PedroC88
PedroC88

Reputation: 3829

Collections vs. IEnumerable

What are the advantages/disadvantages of inheriting collection vs. implementing iEnumerable()

Upvotes: 4

Views: 1200

Answers (2)

Coding Flow
Coding Flow

Reputation: 21881

Implementing IEnumerable is almost never necessary. There is almost always a suitable collection you can just use.

For me, List<T> and Dictionary<Tkey,TValue> cover 90% of what I usually need to do.

Upvotes: 1

Jon Skeet
Jon Skeet

Reputation: 1500525

It's usually a mistake (IMO) to derive a class from one of the collection types. I would do it to create a new general purpose collection type - but if the class has some "business" purpose, and just happens to act like a collection in other ways, I think it's not a good idea to derive from a collection class.
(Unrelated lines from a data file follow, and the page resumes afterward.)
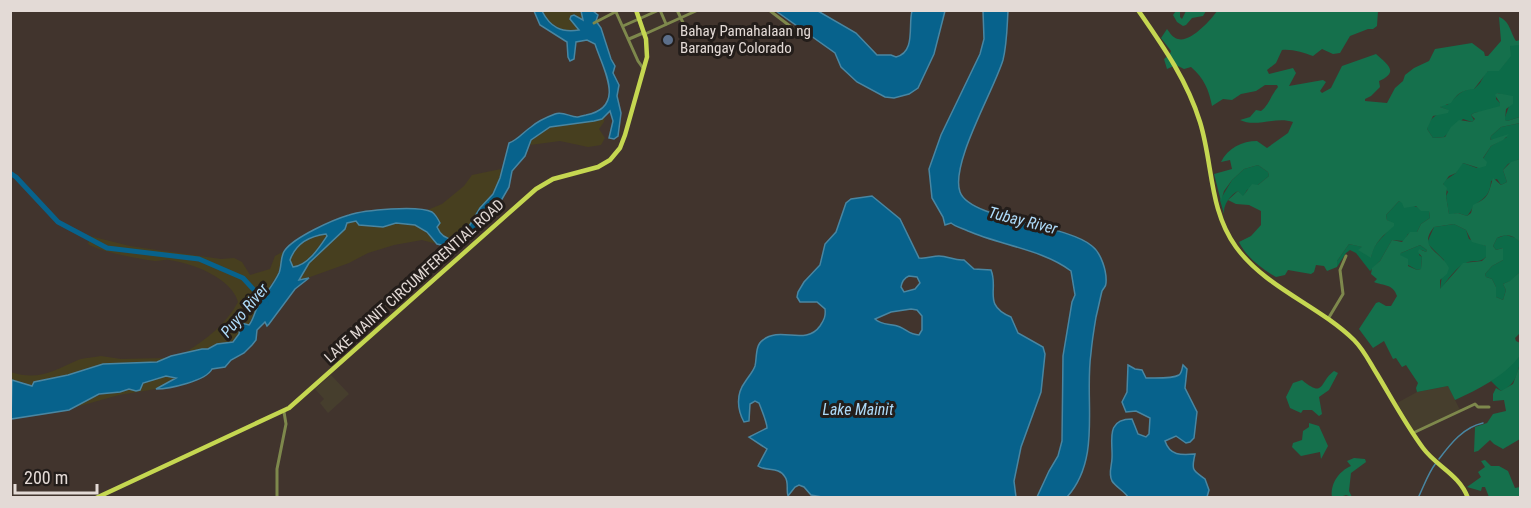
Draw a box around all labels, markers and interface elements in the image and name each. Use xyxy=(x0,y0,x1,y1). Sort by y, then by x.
place label: Bahay Pamahalaan ng Barangay Colorado xyxy=(680,22,811,57)
marker: Bahay Pamahalaan ng Barangay Colorado xyxy=(661,33,675,47)
street label: LAKE MAINIT CIRCUMFERENTIAL ROAD xyxy=(321,196,507,366)
water label: Tubay River xyxy=(986,203,1060,239)
water label: Puyo River xyxy=(216,279,273,341)
water label: Lake Mainit xyxy=(823,400,894,419)
scale bar xyxy=(15,457,98,495)
text: 200 m xyxy=(24,467,68,488)

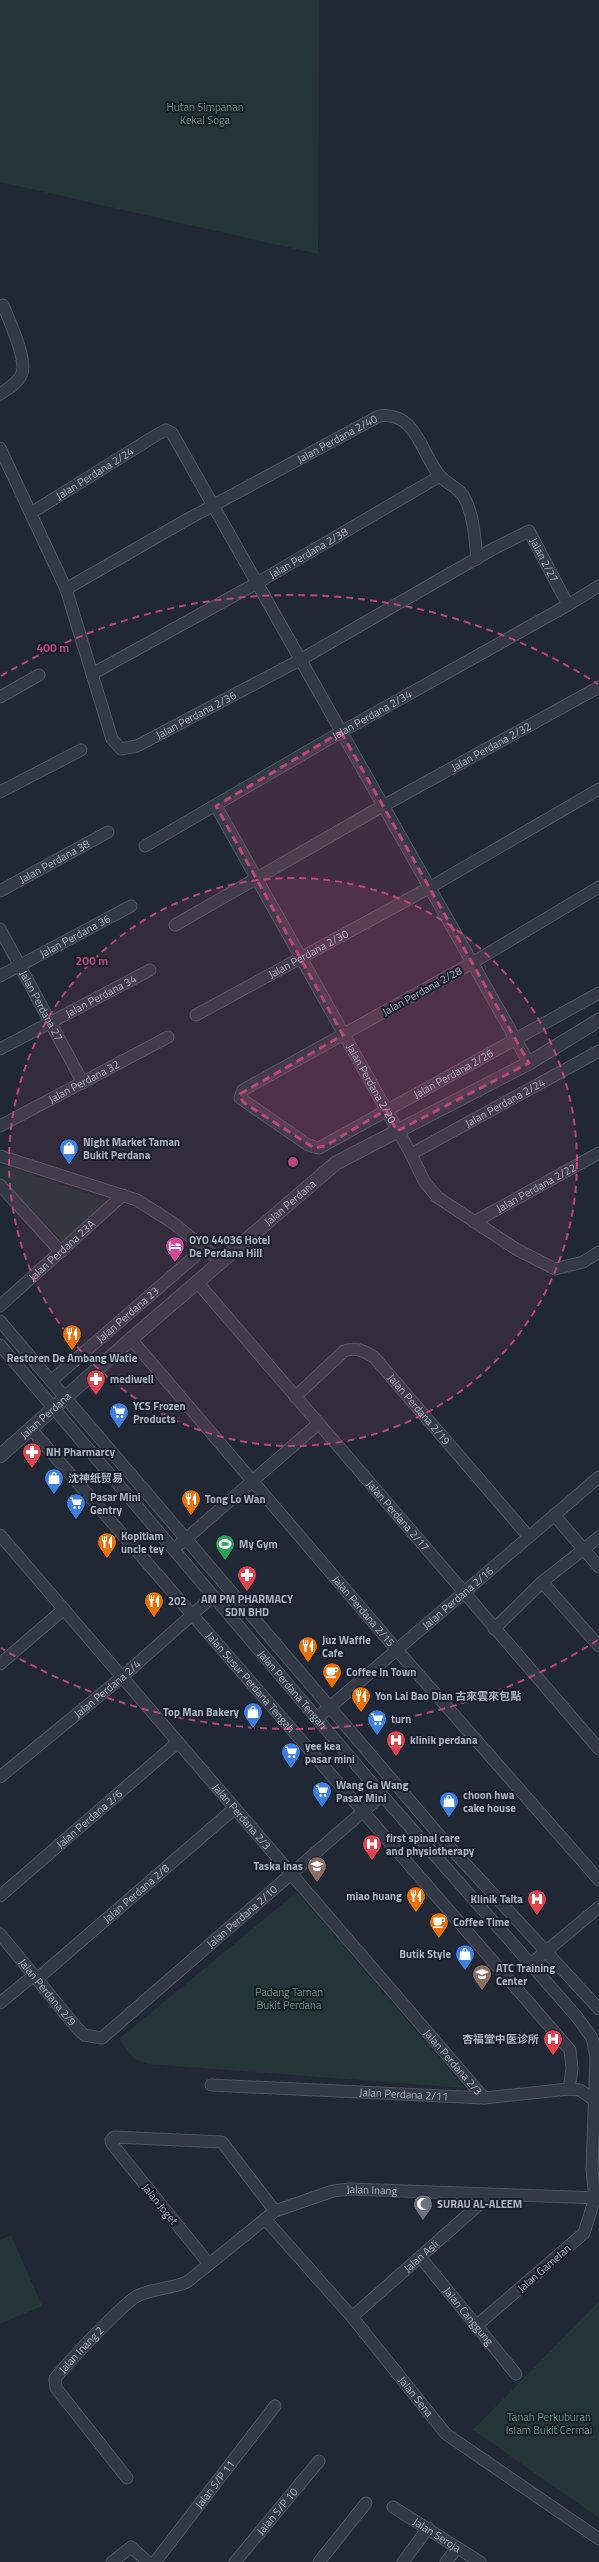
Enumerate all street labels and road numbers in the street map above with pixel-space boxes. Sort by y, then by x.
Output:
street label: Jalan Perdana 2/40 [294,410,380,467]
street label: Jalan Perdana 2/24 [53,443,137,504]
street label: Jalan Perdana 2/38 [266,524,351,582]
street label: Jalan 2/27 [526,535,562,585]
street label: Jalan Perdana 2/34 [329,686,415,744]
street label: Jalan Perdana 2/36 [153,687,239,743]
street label: Jalan Perdana 2/32 [448,718,534,775]
street label: Jalan Perdana 38 [16,835,93,887]
street label: Jalan Perdana 36 [37,910,113,961]
street label: Jalan Perdana 2/30 [265,925,351,982]
street label: Jalan Perdana 2/28 [379,962,465,1020]
street label: Jalan Perdana 27 [16,967,67,1044]
street label: Jalan Perdana 34 [62,971,139,1021]
street label: Jalan Perdana 2/20 [343,1041,400,1126]
street label: Jalan Perdana 2/26 [410,1045,496,1102]
street label: Jalan Perdana 32 [46,1056,122,1107]
street label: Jalan Perdana 2/24 [462,1074,548,1131]
street label: Jalan Perdana 2/22 [493,1159,579,1216]
street label: Jalan Perdana [261,1176,320,1229]
street label: Jalan Perdana 23A [25,1216,99,1285]
street label: Jalan Perdana 23 [93,1283,162,1346]
street label: Jalan Perdana 2/19 [384,1370,454,1448]
street label: Jalan Perdana [16,1388,75,1443]
street label: Jalan Perdana 2/17 [363,1476,433,1554]
street label: Jalan Perdana 2/16 [419,1563,497,1633]
street label: Jalan Perdana 2/15 [329,1572,399,1650]
street label: Jalan Susur Perdana Tengah [202,1628,299,1736]
street label: Jalan Perdana Tengah [254,1647,331,1733]
street label: Jalan Perdana 2/4 [70,1656,144,1721]
street label: Jalan Perdana 2/3 [209,1780,275,1853]
street label: Jalan Perdana 2/6 [53,1786,126,1852]
street label: Jalan Perdana 2/8 [100,1860,173,1927]
street label: Jalan Perdana 2/10 [203,1881,281,1952]
street label: Jalan Perdana 2/9 [15,1955,80,2029]
street label: Jalan Perdana 2/3 [420,2025,486,2099]
street label: Jalan Perdana 2/11 [359,2084,449,2104]
street label: Jalan Joget [138,2180,182,2228]
street label: Jalan Inang [345,2181,398,2199]
street label: Jalan Asli [400,2236,442,2276]
street label: Jalan Gamelan [514,2240,574,2296]
street label: Jalan Canggung [440,2283,498,2349]
street label: Jalan Inang 2 [55,2322,107,2377]
street label: Jalan Sena [395,2373,437,2421]
street label: Jalan S/P 11 [191,2457,238,2512]
street label: Jalan S/P 10 [253,2484,302,2538]
street label: Jalan Seroja [410,2514,464,2556]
If you implement IEnumerable<T> you're effectively giving the message that your class can be used as a sequence of T (probably for a particular, concrete T) but there's more to it than that: it has non-collection abilities too. Of course, you may not even need to implement it yourself - you could have properties or methods which return an appropriate sequence. It depends on the use case, really.

Don't forget that you only get to derive from one base class in .NET... so think very carefully before you use up that one chance on a collection type.